The International Association for the Study of Pain (IASP) has reviewed the current definition of pain that has been widely used for a number of years by many diverse groups globally. The IASP Definition of Pain Task Force is ready to release a new proposed definition of pain and accompanying notes. The proposed new definition of pain is the result of careful discussion, review, and participation from all Task Force members in close coordination with the IASP Council.
Current Definition of Pain:
An unpleasant sensory and emotional experience associated with actual or potential tissue damage, or described in terms of such damage.
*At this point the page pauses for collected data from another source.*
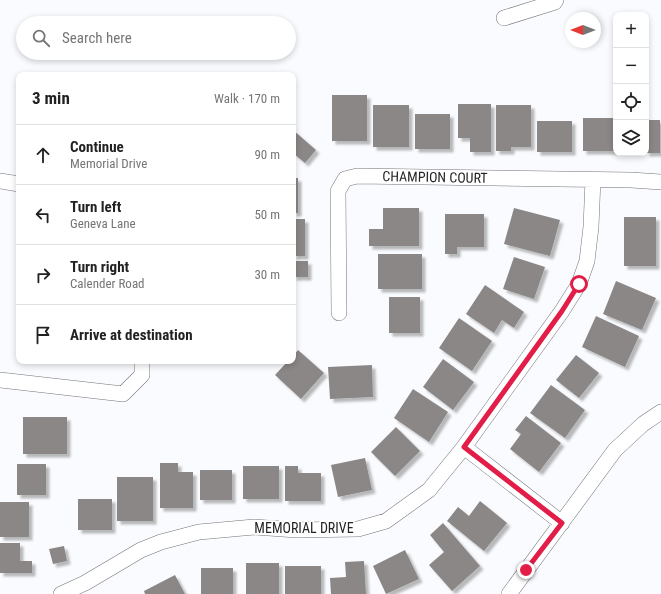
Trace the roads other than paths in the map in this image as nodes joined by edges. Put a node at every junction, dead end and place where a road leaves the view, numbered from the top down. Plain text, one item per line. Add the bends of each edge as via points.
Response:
1 (556, 0) edge
2 (504, 18) dead end
3 (593, 179) junction
4 (0, 181) edge
5 (661, 182) edge
6 (16, 184) edge
7 (339, 313) dead end
8 (142, 364) edge
9 (0, 380) edge
10 (661, 412) edge
11 (464, 447) junction
12 (562, 523) junction
13 (61, 594) edge
14 (509, 594) edge

1 - 2 street
3 - 5 street, CHAMPION COURT
3 - 7 street, CHAMPION COURT via 357,176 345,179 338,191
3 - 11 street, MEMORIAL DRIVE via 587,262 579,284
4 - 6 street
8 - 9 street via 142,375 123,394
10 - 12 street via 643,424 615,450
11 - 12 street
11 - 13 street, MEMORIAL DRIVE via 429,490 386,521 358,529 297,530 254,527 199,532 160,542 141,550 85,584
12 - 14 street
Current Accompanying Notes:
The inability to communicate verbally does not negate the possibility that an individual is experiencing pain and is in need of appropriate pain-relieving treatment. Pain is always subjective. Each individual learns the application of the word through experiences related to injury in early life. Biologists recognize that those stimuli which cause pain are liable to damage tissue. Accordingly, pain is that experience we associate with actual or potential tissue damage. It is unquestionably a sensation in a part or parts of the body, but it is also always unpleasant and therefore also an emotional experience. Experiences which resemble pain but are not unpleasant, e.g., pricking, should not be called pain. Unpleasant abnormal experiences (dysesthesias) may also be pain but are not necessarily so because, subjectively, they may not have the usual sensory qualities of pain. Many people report pain in the absence of tissue damage or any likely pathophysiological cause; usually this happens for psychological reasons. There is usually no way to distinguish their experience from that due to tissue damage if we take the subjective report. If they regard their experience as pain, and if they report it in the same ways as pain caused by tissue damage, it should be accepted as pain. This definition avoids tying pain to the stimulus. Activity induced in the nociceptor and nociceptive pathways by a noxious stimulus is not pain, which is always a psychological state, even though we may well appreciate that pain most often has a proximate physical cause.
Proposed New Definition of Pain:
An aversive sensory and emotional experience typically caused by, or resembling that caused by, actual or potential tissue injury.
Proposed Accompanying Notes Section:
- Pain is always a subjective experience that is influenced to varying degrees by biological, psychological, and social factors.
- Pain and nociception are different phenomena: the experience of pain cannot be reduced to activity in sensory pathways.
- Through their life experiences, individuals learn the concept of pain and its applications.
- A person’s report of an experience as pain should be accepted as such and respected.
- Although pain usually serves an adaptive role, it may have adverse effects on function and social and psychological well-being.
- Verbal description is only one of several behaviors to express pain; inability to communicate does not negate the possibility that a human or a non-human animal experiences pain.